The Last Automat III, Max Ferguson


The Last Automat III, 2003 (oil on panel), Max Ferguson / Private Collection / Bridgeman Images


I met Max Ferguson in January 2007, during an internship at New York Bridgeman office. On that occasion, he gave me a copy of a catalogue on his work, Going, Going, Gone: Paintings of a Vanishing New York. I immediately liked his style. Among the images featured in the catalogue in question, The Last Automat III particularly caught my attention. The vending machine appearing in this painting is something suspended between tradition and modernity, between handmade meals and fast food. I find it a very fascinating object and I think the way the artist emphasises the light on the cake slices contributes to enhance a sort of 'magical' aura.



Destitute Pea Pickers in Nipoma, California


Destitute pea pickers in Nipoma, California, 1936 (b/w photo),
Dorothea Lange (1895-1965) / Private Collection
/ Bridgeman Images


Depicting rural poverty during the Great Depression, the images commissioned by Farm Security Administration definitely mark a turning point in the history of documentary photography. Among the pictures shot by that amazing group of artists, I’ve always particularly loved the now iconic portrait, colloquially known as Migrant Mother by Dorothea Lange. The face of the woman portrayed in this photograph expresses a vast variety of feelings. Anxiety, tiredness, stress… but I like to see some hope in her eyes as well. The faces of the kids are not visible, but I think that the fact that they are left to our imagination adds power to this picture instead of making it weaker.

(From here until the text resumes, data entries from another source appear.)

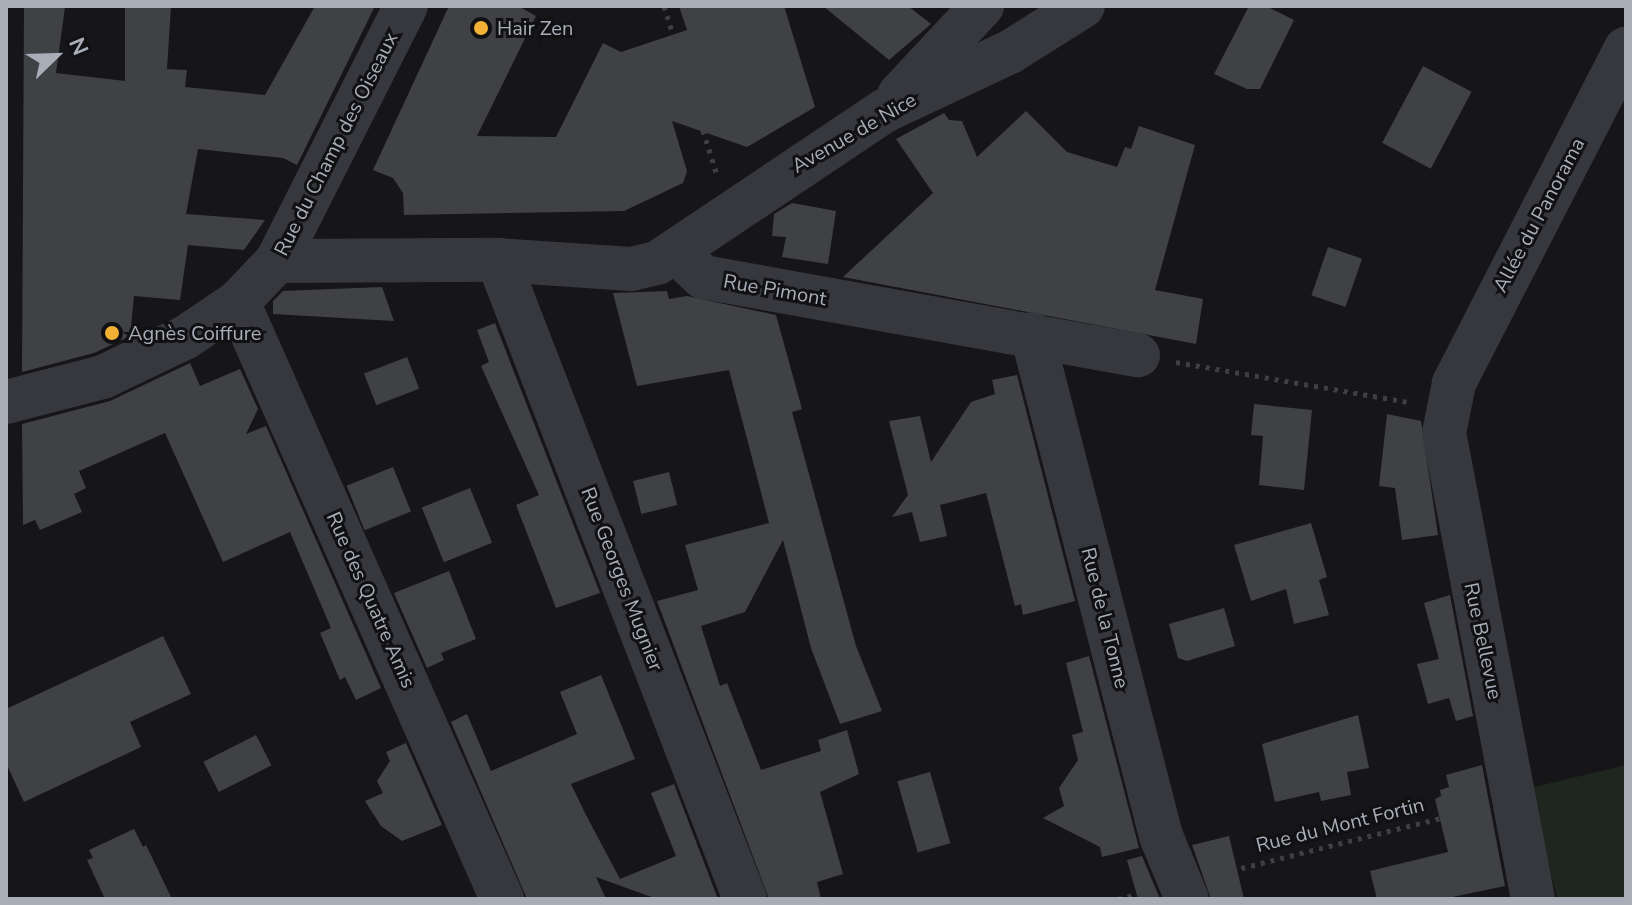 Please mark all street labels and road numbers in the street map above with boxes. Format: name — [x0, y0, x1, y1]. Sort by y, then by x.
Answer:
street label: Rue du Champ des Oiseaux — [269, 28, 403, 260]
street label: Avenue de Nice — [787, 88, 921, 178]
street label: Allée du Panorama — [1488, 134, 1590, 296]
street label: Rue Pimont — [722, 269, 828, 311]
street label: Rue Georges Mugnier — [576, 484, 668, 674]
street label: Rue des Quatre Amis — [321, 508, 421, 692]
street label: Rue de la Tonne — [1076, 545, 1134, 691]
street label: Rue Bellevue — [1459, 580, 1507, 702]
street label: Rue du Mont Fortin — [1253, 792, 1427, 858]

The Good, The Bad and The Ugly, Picture of Clint Eastwood, dir. Sergio Leone


The Good, The Bad and The Ugly, 1966 directed by SERGIO LEONE,
Clint Eastwood (photo) / Diltz / Bridgeman Images


Cinema plays a very relevant role in Bridgeman’s content. Therefore, I thought I definitely had to include in my selection an image connected to the seventh art. Well, when I hear the word “cinema”, one of the first things occurring to my mind are the amazing western movies by Italian director Sergio Leone. In particular, I really like The Good, the Bad and the Ugly. Leone is believed to have said about Clint Eastwood that “his face has two expressions, one with the cigar and one without it”. I find this quote very hilarious and I always think about it when watching a movie starring Eastwood. By the way, Clint has never smoked and hated the taste of the cigars Leone forced him to smoke on set!